======== Supplied records

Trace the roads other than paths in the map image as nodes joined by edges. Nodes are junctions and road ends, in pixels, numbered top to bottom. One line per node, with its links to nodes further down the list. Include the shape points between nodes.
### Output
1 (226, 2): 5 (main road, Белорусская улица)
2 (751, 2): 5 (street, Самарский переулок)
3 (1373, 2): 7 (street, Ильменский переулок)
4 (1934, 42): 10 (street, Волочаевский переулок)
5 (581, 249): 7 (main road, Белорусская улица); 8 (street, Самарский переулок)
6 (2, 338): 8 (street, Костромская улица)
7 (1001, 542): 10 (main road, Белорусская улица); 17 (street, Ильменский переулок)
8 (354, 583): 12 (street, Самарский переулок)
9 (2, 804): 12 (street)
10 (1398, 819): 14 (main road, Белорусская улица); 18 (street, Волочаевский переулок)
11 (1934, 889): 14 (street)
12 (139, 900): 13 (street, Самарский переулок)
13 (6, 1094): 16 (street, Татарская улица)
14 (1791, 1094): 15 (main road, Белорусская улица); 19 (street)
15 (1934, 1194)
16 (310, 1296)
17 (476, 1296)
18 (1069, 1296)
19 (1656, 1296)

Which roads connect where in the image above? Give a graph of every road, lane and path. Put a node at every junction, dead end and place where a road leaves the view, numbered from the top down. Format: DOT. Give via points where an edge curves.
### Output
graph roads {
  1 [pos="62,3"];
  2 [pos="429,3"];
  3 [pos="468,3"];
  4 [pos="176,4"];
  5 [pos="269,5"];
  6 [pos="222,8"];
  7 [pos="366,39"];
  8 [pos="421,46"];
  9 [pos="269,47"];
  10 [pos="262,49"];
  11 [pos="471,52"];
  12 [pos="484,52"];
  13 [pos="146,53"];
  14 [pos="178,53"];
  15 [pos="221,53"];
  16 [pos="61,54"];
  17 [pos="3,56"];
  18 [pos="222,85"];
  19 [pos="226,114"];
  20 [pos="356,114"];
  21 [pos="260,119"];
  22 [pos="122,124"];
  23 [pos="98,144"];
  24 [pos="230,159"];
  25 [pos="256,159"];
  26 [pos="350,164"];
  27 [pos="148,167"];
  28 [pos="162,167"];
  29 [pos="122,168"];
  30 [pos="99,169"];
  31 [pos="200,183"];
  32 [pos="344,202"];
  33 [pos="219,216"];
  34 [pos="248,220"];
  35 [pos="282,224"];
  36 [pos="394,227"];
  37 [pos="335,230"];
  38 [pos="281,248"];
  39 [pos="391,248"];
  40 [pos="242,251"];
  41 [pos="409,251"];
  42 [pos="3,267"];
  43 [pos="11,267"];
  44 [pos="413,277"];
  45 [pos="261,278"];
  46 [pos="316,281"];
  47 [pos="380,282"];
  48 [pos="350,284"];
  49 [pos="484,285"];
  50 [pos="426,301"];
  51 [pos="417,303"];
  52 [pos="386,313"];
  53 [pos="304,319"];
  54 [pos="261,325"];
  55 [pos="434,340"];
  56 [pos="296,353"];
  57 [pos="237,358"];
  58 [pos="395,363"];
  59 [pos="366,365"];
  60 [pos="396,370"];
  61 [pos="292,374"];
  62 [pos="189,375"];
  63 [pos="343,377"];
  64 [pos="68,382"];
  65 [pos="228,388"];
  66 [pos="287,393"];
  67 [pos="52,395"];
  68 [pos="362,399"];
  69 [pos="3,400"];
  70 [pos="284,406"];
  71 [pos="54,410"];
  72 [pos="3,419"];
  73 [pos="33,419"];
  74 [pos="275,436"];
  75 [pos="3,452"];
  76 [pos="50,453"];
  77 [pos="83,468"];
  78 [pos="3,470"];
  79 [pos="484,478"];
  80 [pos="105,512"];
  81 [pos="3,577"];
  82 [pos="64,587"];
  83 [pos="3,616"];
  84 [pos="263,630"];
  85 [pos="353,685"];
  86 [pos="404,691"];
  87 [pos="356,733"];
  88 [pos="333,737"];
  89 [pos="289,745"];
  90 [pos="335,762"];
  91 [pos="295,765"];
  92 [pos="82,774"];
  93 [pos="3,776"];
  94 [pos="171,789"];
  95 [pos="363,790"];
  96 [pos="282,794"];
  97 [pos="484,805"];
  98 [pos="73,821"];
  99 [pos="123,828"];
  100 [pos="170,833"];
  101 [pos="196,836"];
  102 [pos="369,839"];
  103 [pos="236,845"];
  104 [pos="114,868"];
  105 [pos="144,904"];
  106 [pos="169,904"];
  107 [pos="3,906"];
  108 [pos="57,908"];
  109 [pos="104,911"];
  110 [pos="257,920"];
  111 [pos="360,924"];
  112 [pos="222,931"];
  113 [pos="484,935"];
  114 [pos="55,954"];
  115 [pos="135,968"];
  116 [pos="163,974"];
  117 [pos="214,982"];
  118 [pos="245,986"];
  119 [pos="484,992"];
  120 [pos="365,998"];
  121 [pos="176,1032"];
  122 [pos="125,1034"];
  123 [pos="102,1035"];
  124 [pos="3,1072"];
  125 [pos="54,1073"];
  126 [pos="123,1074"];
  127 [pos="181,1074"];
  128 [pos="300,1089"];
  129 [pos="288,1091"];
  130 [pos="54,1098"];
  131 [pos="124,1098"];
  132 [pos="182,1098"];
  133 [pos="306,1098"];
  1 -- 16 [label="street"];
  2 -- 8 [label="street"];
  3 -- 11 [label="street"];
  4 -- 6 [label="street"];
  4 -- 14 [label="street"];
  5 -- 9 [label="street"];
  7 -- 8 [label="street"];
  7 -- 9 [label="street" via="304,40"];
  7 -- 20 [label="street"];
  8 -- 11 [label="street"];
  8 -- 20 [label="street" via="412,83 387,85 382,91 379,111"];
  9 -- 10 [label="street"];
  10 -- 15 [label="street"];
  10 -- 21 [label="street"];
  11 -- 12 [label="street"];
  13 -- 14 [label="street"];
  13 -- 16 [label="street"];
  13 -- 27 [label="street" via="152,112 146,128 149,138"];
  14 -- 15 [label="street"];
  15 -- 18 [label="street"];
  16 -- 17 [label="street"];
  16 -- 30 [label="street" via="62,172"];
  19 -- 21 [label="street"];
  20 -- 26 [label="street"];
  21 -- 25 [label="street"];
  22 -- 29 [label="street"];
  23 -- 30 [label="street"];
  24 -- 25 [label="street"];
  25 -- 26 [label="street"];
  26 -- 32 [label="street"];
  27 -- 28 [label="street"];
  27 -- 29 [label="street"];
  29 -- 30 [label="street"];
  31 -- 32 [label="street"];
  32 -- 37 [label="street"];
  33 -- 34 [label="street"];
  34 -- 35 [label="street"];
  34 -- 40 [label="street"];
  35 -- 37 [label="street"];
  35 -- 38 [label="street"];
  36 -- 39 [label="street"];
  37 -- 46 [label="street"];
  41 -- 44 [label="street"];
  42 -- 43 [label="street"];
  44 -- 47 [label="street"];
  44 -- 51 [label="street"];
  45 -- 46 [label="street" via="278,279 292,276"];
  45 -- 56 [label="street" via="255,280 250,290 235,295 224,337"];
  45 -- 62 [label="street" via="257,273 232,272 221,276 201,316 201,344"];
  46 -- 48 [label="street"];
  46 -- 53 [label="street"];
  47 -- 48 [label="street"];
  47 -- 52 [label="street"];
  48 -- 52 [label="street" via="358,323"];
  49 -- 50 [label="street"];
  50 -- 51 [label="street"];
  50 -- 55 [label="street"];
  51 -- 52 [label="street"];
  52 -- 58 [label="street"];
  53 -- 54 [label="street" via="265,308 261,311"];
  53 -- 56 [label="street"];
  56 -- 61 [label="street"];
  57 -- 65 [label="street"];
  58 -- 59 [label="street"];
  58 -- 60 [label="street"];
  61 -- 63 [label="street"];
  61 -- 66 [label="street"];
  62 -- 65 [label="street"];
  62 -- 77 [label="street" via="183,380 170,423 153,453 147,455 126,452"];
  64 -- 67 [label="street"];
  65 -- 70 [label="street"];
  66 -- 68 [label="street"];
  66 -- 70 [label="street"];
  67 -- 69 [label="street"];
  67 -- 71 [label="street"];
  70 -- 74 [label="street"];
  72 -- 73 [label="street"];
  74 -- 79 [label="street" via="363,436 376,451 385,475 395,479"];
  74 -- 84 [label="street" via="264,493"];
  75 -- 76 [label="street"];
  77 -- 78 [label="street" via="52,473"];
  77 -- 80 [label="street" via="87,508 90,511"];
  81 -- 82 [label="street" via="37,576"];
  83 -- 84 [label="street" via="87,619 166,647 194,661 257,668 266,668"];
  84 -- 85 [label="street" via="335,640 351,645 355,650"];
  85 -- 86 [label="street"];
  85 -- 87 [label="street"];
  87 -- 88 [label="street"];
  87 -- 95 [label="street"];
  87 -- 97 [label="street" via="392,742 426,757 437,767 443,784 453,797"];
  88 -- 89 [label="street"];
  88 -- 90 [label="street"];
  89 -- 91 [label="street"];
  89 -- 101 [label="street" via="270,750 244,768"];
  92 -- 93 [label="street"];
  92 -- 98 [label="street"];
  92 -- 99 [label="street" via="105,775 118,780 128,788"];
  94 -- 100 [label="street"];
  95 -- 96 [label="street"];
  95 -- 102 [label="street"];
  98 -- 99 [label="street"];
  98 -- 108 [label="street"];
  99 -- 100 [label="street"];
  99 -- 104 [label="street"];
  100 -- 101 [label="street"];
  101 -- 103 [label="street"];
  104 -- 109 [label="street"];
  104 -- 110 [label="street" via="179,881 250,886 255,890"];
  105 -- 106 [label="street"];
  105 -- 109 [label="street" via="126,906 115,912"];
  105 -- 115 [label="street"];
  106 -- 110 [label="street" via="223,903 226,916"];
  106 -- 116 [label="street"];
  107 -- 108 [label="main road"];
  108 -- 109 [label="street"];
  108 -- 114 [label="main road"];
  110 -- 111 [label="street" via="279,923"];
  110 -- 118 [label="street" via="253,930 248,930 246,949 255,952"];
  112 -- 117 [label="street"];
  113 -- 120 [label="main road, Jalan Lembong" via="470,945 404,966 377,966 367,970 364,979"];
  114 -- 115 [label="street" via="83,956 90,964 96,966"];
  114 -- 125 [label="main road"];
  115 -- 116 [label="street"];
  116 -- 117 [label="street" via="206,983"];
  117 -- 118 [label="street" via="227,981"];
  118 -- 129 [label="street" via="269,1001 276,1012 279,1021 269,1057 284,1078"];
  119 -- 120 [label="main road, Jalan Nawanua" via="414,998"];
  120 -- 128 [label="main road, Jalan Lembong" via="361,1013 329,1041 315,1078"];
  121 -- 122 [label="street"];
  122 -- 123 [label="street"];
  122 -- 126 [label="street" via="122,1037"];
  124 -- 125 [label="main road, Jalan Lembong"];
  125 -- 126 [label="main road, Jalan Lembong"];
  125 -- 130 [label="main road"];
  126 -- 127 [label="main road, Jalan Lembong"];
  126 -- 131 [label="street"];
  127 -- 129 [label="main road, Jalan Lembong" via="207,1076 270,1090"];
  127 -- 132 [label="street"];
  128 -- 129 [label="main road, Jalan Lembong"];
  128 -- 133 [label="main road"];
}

================

Assignment: Among these entries, how many lines include the string "Lembong"? Reply with the number by itself.

Result of the exercise: 7